儲ける経営より
「儲かる経営」


 「事業というものは世間の利益と一致したところに繁栄するものであって、〝儲けてやろう〟という気持ちでやる事業には自ら限界があるものだ。ところが〝世のためにやるのだ〟という精神で道を即してやれば、〝自然に儲かる〟ものであって、その方がむしろ利益は無限である」
 「利幅を一割五分に下げても三倍売れば、利益はその五割増しになるじゃないか。儲けるより儲かる商売をやるべきだと私は思う。」
 リコーや銀座の三愛をはじめ二百数十社の会社を創業し、いばらの道と虹の道を交互に歩み続けた市村の経験の中からにじみ出てきた言葉である。

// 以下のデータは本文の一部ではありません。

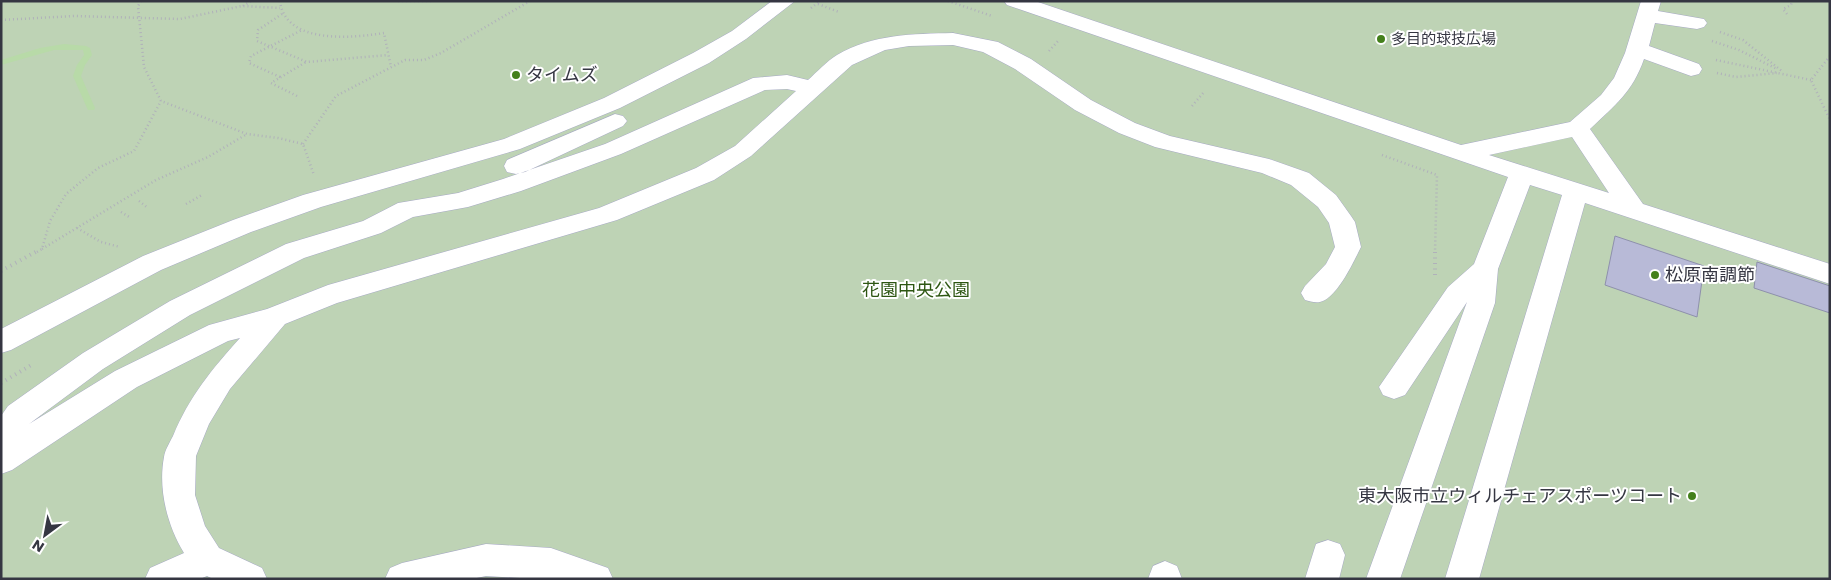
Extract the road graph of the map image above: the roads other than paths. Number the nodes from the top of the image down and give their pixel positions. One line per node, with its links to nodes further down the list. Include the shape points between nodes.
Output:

 「経営者というものは決して一攫千金を夢見てはいけない。僕も昔、リコーの増資の時一部公募を行い、何億という金をタダ同然に得たことがあるが、これが企業の中に金に対する安易な考えをどれほど浸透して毒したかしれない。経営というものは一枚のパンティーを売ってわずかに儲かり利益が累積して成り立っていくものである。起業家は地道な努力を決してわすれてはいけない」
 高度経済成長期のスター経営者のこの語録に思わず拍手喝采してしまう。

【プロフィール】
市村 清(いちむら・きよし)1900年生まれ。
リコー三愛グループはじめ会社を二百数十社を起業した。高度成長期のスター経営者、別名「経営の神様」と言われ、東急の五島昇、ソニーの盛田昭夫はじめ、「市村学校」に通って学んだ上場企業の経営者は数多い。